:: Dataset entries ::
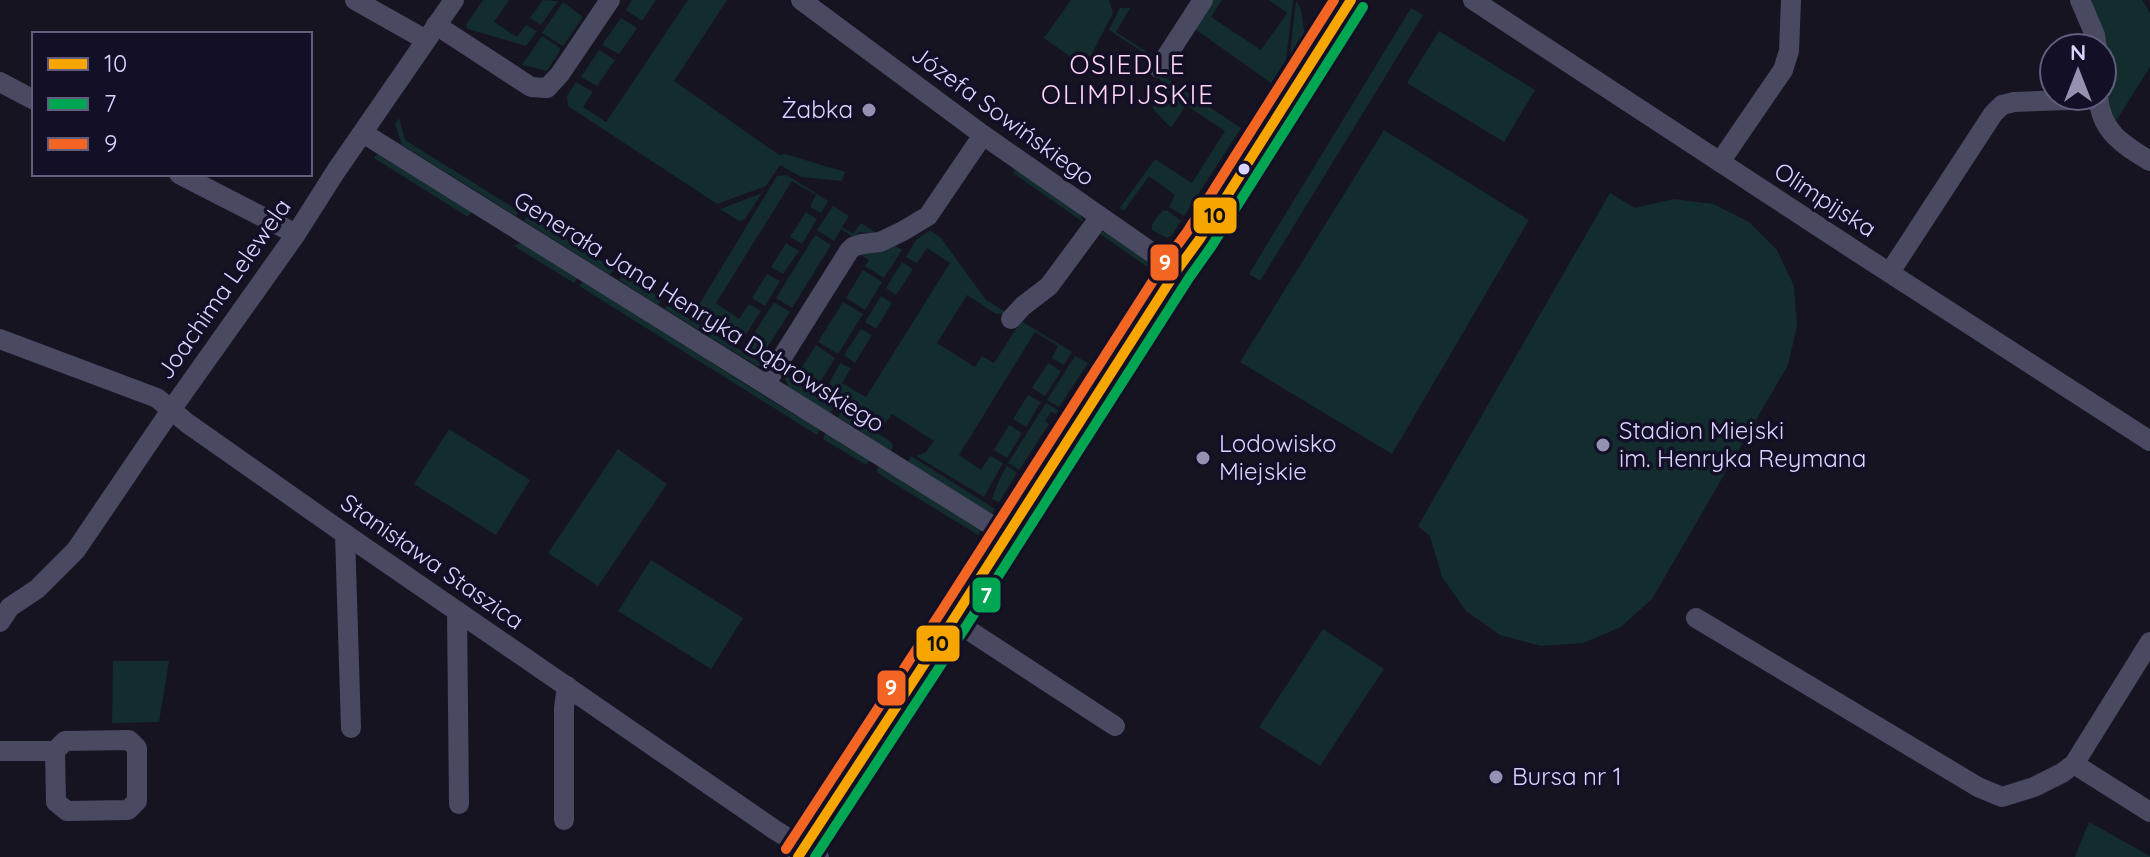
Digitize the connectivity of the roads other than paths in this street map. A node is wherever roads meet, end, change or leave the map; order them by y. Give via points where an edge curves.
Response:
1 (355, 0) edge
2 (454, 0) edge
3 (610, 0) edge
4 (801, 0) edge
5 (1203, 0) edge
6 (1473, 0) edge
7 (1791, 0) edge
8 (2080, 0) edge
9 (1342, 3) edge
10 (431, 32) junction
11 (2094, 32) edge
12 (1159, 68) dead end
13 (0, 82) edge
14 (32, 99) edge
15 (2038, 101) edge
16 (2101, 112) edge
17 (363, 133) junction
18 (983, 135) junction
19 (2150, 161) edge
20 (1720, 162) junction
21 (183, 176) edge
22 (1100, 217) junction
23 (296, 234) junction
24 (1177, 270) junction
25 (1890, 272) junction
26 (1011, 319) dead end
27 (0, 339) edge
28 (766, 383) junction
29 (171, 410) junction
30 (2150, 441) edge
31 (345, 534) junction
32 (1007, 535) junction
33 (457, 611) junction
34 (1696, 618) dead end
35 (953, 620) junction
36 (0, 622) edge
37 (2150, 642) edge
38 (567, 686) junction
39 (1115, 726) dead end
40 (351, 728) dead end
41 (0, 751) edge
42 (55, 751) junction
43 (2074, 764) junction
44 (459, 804) dead end
45 (2150, 812) edge
46 (564, 820) dead end
47 (807, 854) edge

1 - 10 street
2 - 10 street, Joachima Lelewela
3 - 10 street via 547,88 531,87
4 - 18 street, Józefa Sowińskiego
5 - 12 street
6 - 20 street, Olimpijska
7 - 20 street via 1783,70
8 - 11 street
9 - 24 street
10 - 17 street, Joachima Lelewela
13 - 14 street
15 - 25 street via 2002,105 1993,114
16 - 19 street via 2121,143
17 - 23 street, Joachima Lelewela
17 - 28 street, Generała Jana Henryka Dąbrowskiego
18 - 22 street, Józefa Sowińskiego
18 - 28 street via 928,216 880,242 849,251
20 - 25 street, Olimpijska
21 - 23 street
22 - 24 street, Józefa Sowińskiego
22 - 26 street via 1049,286
23 - 29 street, Joachima Lelewela
24 - 32 street
25 - 30 street, Olimpijska
27 - 29 street, Stanisława Staszica via 157,398
28 - 32 street, Generała Jana Henryka Dąbrowskiego
29 - 31 street, Stanisława Staszica
29 - 36 street, Joachima Lelewela via 76,550 37,589 10,607
31 - 33 street, Stanisława Staszica
31 - 40 street
32 - 35 street
33 - 38 street, Stanisława Staszica
33 - 44 street
34 - 43 street via 2002,797 2034,787
35 - 39 street
35 - 47 street
37 - 43 street
38 - 46 street
38 - 47 street, Stanisława Staszica
41 - 42 street
42 - 42 street via 56,802 67,811 128,810 137,801 137,748 129,740 65,741
43 - 45 street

:: What you are asked to do ::
Print all of the records shown above exactly, leaving out each picture.

:: Solution to this exercise ::
Digitize the connectivity of the roads other than paths in this street map. A node is wherever roads meet, end, change or leave the map; order them by y. Give via points where an edge curves.
Response:
1 (355, 0) edge
2 (454, 0) edge
3 (610, 0) edge
4 (801, 0) edge
5 (1203, 0) edge
6 (1473, 0) edge
7 (1791, 0) edge
8 (2080, 0) edge
9 (1342, 3) edge
10 (431, 32) junction
11 (2094, 32) edge
12 (1159, 68) dead end
13 (0, 82) edge
14 (32, 99) edge
15 (2038, 101) edge
16 (2101, 112) edge
17 (363, 133) junction
18 (983, 135) junction
19 (2150, 161) edge
20 (1720, 162) junction
21 (183, 176) edge
22 (1100, 217) junction
23 (296, 234) junction
24 (1177, 270) junction
25 (1890, 272) junction
26 (1011, 319) dead end
27 (0, 339) edge
28 (766, 383) junction
29 (171, 410) junction
30 (2150, 441) edge
31 (345, 534) junction
32 (1007, 535) junction
33 (457, 611) junction
34 (1696, 618) dead end
35 (953, 620) junction
36 (0, 622) edge
37 (2150, 642) edge
38 (567, 686) junction
39 (1115, 726) dead end
40 (351, 728) dead end
41 (0, 751) edge
42 (55, 751) junction
43 (2074, 764) junction
44 (459, 804) dead end
45 (2150, 812) edge
46 (564, 820) dead end
47 (807, 854) edge

1 - 10 street
2 - 10 street, Joachima Lelewela
3 - 10 street via 547,88 531,87
4 - 18 street, Józefa Sowińskiego
5 - 12 street
6 - 20 street, Olimpijska
7 - 20 street via 1783,70
8 - 11 street
9 - 24 street
10 - 17 street, Joachima Lelewela
13 - 14 street
15 - 25 street via 2002,105 1993,114
16 - 19 street via 2121,143
17 - 23 street, Joachima Lelewela
17 - 28 street, Generała Jana Henryka Dąbrowskiego
18 - 22 street, Józefa Sowińskiego
18 - 28 street via 928,216 880,242 849,251
20 - 25 street, Olimpijska
21 - 23 street
22 - 24 street, Józefa Sowińskiego
22 - 26 street via 1049,286
23 - 29 street, Joachima Lelewela
24 - 32 street
25 - 30 street, Olimpijska
27 - 29 street, Stanisława Staszica via 157,398
28 - 32 street, Generała Jana Henryka Dąbrowskiego
29 - 31 street, Stanisława Staszica
29 - 36 street, Joachima Lelewela via 76,550 37,589 10,607
31 - 33 street, Stanisława Staszica
31 - 40 street
32 - 35 street
33 - 38 street, Stanisława Staszica
33 - 44 street
34 - 43 street via 2002,797 2034,787
35 - 39 street
35 - 47 street
37 - 43 street
38 - 46 street
38 - 47 street, Stanisława Staszica
41 - 42 street
42 - 42 street via 56,802 67,811 128,810 137,801 137,748 129,740 65,741
43 - 45 street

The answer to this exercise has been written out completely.